= Beginning of Section =

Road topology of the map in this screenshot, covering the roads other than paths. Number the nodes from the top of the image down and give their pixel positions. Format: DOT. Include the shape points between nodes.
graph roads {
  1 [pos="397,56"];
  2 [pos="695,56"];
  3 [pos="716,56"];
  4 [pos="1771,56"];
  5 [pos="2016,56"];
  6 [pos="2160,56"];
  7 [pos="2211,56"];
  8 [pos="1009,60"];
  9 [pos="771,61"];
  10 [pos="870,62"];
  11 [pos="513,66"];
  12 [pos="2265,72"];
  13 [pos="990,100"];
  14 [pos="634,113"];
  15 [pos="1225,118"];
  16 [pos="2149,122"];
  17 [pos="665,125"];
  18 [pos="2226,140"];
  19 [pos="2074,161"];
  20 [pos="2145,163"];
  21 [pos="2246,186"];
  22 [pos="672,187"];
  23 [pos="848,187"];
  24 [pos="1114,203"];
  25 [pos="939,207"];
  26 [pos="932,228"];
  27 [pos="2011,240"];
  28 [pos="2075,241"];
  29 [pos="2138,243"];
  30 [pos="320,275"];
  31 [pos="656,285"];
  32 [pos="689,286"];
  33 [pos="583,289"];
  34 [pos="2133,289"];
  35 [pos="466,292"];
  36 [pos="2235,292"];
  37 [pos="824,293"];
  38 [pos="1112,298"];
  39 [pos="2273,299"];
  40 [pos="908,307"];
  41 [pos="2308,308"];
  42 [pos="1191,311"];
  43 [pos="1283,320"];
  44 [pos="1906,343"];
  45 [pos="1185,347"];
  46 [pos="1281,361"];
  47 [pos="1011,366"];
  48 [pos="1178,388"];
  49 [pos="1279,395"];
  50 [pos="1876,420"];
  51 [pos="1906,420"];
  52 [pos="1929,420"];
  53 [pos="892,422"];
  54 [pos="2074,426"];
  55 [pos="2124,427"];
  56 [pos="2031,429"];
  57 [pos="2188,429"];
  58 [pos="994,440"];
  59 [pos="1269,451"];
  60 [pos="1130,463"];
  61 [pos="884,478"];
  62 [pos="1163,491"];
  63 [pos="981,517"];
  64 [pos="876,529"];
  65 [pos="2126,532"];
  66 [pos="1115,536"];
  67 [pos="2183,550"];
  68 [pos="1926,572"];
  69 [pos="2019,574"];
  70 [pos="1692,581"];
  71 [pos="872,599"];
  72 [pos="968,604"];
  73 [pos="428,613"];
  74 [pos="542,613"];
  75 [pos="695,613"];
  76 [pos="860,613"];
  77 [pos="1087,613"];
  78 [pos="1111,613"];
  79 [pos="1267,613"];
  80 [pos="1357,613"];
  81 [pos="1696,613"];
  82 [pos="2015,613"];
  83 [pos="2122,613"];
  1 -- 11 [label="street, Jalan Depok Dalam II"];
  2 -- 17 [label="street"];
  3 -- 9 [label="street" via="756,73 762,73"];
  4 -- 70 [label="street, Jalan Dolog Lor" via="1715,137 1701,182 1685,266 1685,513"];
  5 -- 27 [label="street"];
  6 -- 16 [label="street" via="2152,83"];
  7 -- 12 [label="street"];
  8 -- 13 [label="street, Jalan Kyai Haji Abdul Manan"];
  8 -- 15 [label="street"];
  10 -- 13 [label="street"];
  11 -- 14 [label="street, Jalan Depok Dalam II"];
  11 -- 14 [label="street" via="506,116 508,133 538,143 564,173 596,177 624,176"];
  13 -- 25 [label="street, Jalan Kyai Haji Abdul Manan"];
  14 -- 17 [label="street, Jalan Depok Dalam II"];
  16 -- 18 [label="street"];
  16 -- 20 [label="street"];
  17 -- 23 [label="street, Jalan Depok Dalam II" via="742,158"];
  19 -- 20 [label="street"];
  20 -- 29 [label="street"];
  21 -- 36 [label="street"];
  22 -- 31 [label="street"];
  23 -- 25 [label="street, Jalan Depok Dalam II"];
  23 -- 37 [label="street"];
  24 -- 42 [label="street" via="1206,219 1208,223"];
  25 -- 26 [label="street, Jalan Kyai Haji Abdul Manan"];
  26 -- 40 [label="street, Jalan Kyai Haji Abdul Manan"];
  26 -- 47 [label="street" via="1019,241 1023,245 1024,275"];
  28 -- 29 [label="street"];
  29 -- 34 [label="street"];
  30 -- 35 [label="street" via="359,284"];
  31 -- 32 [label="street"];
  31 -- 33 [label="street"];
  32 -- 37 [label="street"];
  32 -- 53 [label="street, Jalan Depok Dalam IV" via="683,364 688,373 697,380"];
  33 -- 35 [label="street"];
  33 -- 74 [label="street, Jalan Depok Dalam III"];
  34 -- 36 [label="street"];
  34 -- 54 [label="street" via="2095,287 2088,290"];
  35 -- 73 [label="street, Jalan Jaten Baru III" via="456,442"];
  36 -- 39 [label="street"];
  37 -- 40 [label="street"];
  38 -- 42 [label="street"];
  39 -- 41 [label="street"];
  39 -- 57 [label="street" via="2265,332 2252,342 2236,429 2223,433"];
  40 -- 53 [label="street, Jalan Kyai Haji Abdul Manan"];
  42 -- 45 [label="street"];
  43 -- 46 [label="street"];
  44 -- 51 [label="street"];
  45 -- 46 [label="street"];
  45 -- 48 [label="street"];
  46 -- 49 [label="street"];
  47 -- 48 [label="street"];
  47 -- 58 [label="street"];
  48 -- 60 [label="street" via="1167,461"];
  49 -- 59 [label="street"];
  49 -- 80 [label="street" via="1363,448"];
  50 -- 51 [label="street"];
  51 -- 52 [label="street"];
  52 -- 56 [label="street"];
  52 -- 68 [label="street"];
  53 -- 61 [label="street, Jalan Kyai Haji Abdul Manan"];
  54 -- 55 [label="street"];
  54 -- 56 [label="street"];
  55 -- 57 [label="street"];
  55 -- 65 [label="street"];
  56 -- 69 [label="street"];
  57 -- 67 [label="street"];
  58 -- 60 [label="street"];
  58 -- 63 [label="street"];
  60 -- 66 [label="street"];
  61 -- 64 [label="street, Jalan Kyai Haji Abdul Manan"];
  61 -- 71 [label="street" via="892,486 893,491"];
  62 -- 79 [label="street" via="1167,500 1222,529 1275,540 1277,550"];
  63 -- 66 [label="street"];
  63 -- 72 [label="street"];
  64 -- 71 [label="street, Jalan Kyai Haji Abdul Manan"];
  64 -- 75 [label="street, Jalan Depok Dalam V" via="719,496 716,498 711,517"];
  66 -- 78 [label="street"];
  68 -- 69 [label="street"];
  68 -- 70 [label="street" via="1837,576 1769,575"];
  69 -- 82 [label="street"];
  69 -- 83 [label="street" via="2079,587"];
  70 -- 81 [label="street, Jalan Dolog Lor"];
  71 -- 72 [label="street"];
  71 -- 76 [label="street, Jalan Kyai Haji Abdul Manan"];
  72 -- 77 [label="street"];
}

= End of Section =

Write the listing out again, exactly as shown above.

▶ Result of the task:
Road topology of the map in this screenshot, covering the roads other than paths. Number the nodes from the top of the image down and give their pixel positions. Format: DOT. Include the shape points between nodes.
graph roads {
  1 [pos="397,56"];
  2 [pos="695,56"];
  3 [pos="716,56"];
  4 [pos="1771,56"];
  5 [pos="2016,56"];
  6 [pos="2160,56"];
  7 [pos="2211,56"];
  8 [pos="1009,60"];
  9 [pos="771,61"];
  10 [pos="870,62"];
  11 [pos="513,66"];
  12 [pos="2265,72"];
  13 [pos="990,100"];
  14 [pos="634,113"];
  15 [pos="1225,118"];
  16 [pos="2149,122"];
  17 [pos="665,125"];
  18 [pos="2226,140"];
  19 [pos="2074,161"];
  20 [pos="2145,163"];
  21 [pos="2246,186"];
  22 [pos="672,187"];
  23 [pos="848,187"];
  24 [pos="1114,203"];
  25 [pos="939,207"];
  26 [pos="932,228"];
  27 [pos="2011,240"];
  28 [pos="2075,241"];
  29 [pos="2138,243"];
  30 [pos="320,275"];
  31 [pos="656,285"];
  32 [pos="689,286"];
  33 [pos="583,289"];
  34 [pos="2133,289"];
  35 [pos="466,292"];
  36 [pos="2235,292"];
  37 [pos="824,293"];
  38 [pos="1112,298"];
  39 [pos="2273,299"];
  40 [pos="908,307"];
  41 [pos="2308,308"];
  42 [pos="1191,311"];
  43 [pos="1283,320"];
  44 [pos="1906,343"];
  45 [pos="1185,347"];
  46 [pos="1281,361"];
  47 [pos="1011,366"];
  48 [pos="1178,388"];
  49 [pos="1279,395"];
  50 [pos="1876,420"];
  51 [pos="1906,420"];
  52 [pos="1929,420"];
  53 [pos="892,422"];
  54 [pos="2074,426"];
  55 [pos="2124,427"];
  56 [pos="2031,429"];
  57 [pos="2188,429"];
  58 [pos="994,440"];
  59 [pos="1269,451"];
  60 [pos="1130,463"];
  61 [pos="884,478"];
  62 [pos="1163,491"];
  63 [pos="981,517"];
  64 [pos="876,529"];
  65 [pos="2126,532"];
  66 [pos="1115,536"];
  67 [pos="2183,550"];
  68 [pos="1926,572"];
  69 [pos="2019,574"];
  70 [pos="1692,581"];
  71 [pos="872,599"];
  72 [pos="968,604"];
  73 [pos="428,613"];
  74 [pos="542,613"];
  75 [pos="695,613"];
  76 [pos="860,613"];
  77 [pos="1087,613"];
  78 [pos="1111,613"];
  79 [pos="1267,613"];
  80 [pos="1357,613"];
  81 [pos="1696,613"];
  82 [pos="2015,613"];
  83 [pos="2122,613"];
  1 -- 11 [label="street, Jalan Depok Dalam II"];
  2 -- 17 [label="street"];
  3 -- 9 [label="street" via="756,73 762,73"];
  4 -- 70 [label="street, Jalan Dolog Lor" via="1715,137 1701,182 1685,266 1685,513"];
  5 -- 27 [label="street"];
  6 -- 16 [label="street" via="2152,83"];
  7 -- 12 [label="street"];
  8 -- 13 [label="street, Jalan Kyai Haji Abdul Manan"];
  8 -- 15 [label="street"];
  10 -- 13 [label="street"];
  11 -- 14 [label="street, Jalan Depok Dalam II"];
  11 -- 14 [label="street" via="506,116 508,133 538,143 564,173 596,177 624,176"];
  13 -- 25 [label="street, Jalan Kyai Haji Abdul Manan"];
  14 -- 17 [label="street, Jalan Depok Dalam II"];
  16 -- 18 [label="street"];
  16 -- 20 [label="street"];
  17 -- 23 [label="street, Jalan Depok Dalam II" via="742,158"];
  19 -- 20 [label="street"];
  20 -- 29 [label="street"];
  21 -- 36 [label="street"];
  22 -- 31 [label="street"];
  23 -- 25 [label="street, Jalan Depok Dalam II"];
  23 -- 37 [label="street"];
  24 -- 42 [label="street" via="1206,219 1208,223"];
  25 -- 26 [label="street, Jalan Kyai Haji Abdul Manan"];
  26 -- 40 [label="street, Jalan Kyai Haji Abdul Manan"];
  26 -- 47 [label="street" via="1019,241 1023,245 1024,275"];
  28 -- 29 [label="street"];
  29 -- 34 [label="street"];
  30 -- 35 [label="street" via="359,284"];
  31 -- 32 [label="street"];
  31 -- 33 [label="street"];
  32 -- 37 [label="street"];
  32 -- 53 [label="street, Jalan Depok Dalam IV" via="683,364 688,373 697,380"];
  33 -- 35 [label="street"];
  33 -- 74 [label="street, Jalan Depok Dalam III"];
  34 -- 36 [label="street"];
  34 -- 54 [label="street" via="2095,287 2088,290"];
  35 -- 73 [label="street, Jalan Jaten Baru III" via="456,442"];
  36 -- 39 [label="street"];
  37 -- 40 [label="street"];
  38 -- 42 [label="street"];
  39 -- 41 [label="street"];
  39 -- 57 [label="street" via="2265,332 2252,342 2236,429 2223,433"];
  40 -- 53 [label="street, Jalan Kyai Haji Abdul Manan"];
  42 -- 45 [label="street"];
  43 -- 46 [label="street"];
  44 -- 51 [label="street"];
  45 -- 46 [label="street"];
  45 -- 48 [label="street"];
  46 -- 49 [label="street"];
  47 -- 48 [label="street"];
  47 -- 58 [label="street"];
  48 -- 60 [label="street" via="1167,461"];
  49 -- 59 [label="street"];
  49 -- 80 [label="street" via="1363,448"];
  50 -- 51 [label="street"];
  51 -- 52 [label="street"];
  52 -- 56 [label="street"];
  52 -- 68 [label="street"];
  53 -- 61 [label="street, Jalan Kyai Haji Abdul Manan"];
  54 -- 55 [label="street"];
  54 -- 56 [label="street"];
  55 -- 57 [label="street"];
  55 -- 65 [label="street"];
  56 -- 69 [label="street"];
  57 -- 67 [label="street"];
  58 -- 60 [label="street"];
  58 -- 63 [label="street"];
  60 -- 66 [label="street"];
  61 -- 64 [label="street, Jalan Kyai Haji Abdul Manan"];
  61 -- 71 [label="street" via="892,486 893,491"];
  62 -- 79 [label="street" via="1167,500 1222,529 1275,540 1277,550"];
  63 -- 66 [label="street"];
  63 -- 72 [label="street"];
  64 -- 71 [label="street, Jalan Kyai Haji Abdul Manan"];
  64 -- 75 [label="street, Jalan Depok Dalam V" via="719,496 716,498 711,517"];
  66 -- 78 [label="street"];
  68 -- 69 [label="street"];
  68 -- 70 [label="street" via="1837,576 1769,575"];
  69 -- 82 [label="street"];
  69 -- 83 [label="street" via="2079,587"];
  70 -- 81 [label="street, Jalan Dolog Lor"];
  71 -- 72 [label="street"];
  71 -- 76 [label="street, Jalan Kyai Haji Abdul Manan"];
  72 -- 77 [label="street"];
}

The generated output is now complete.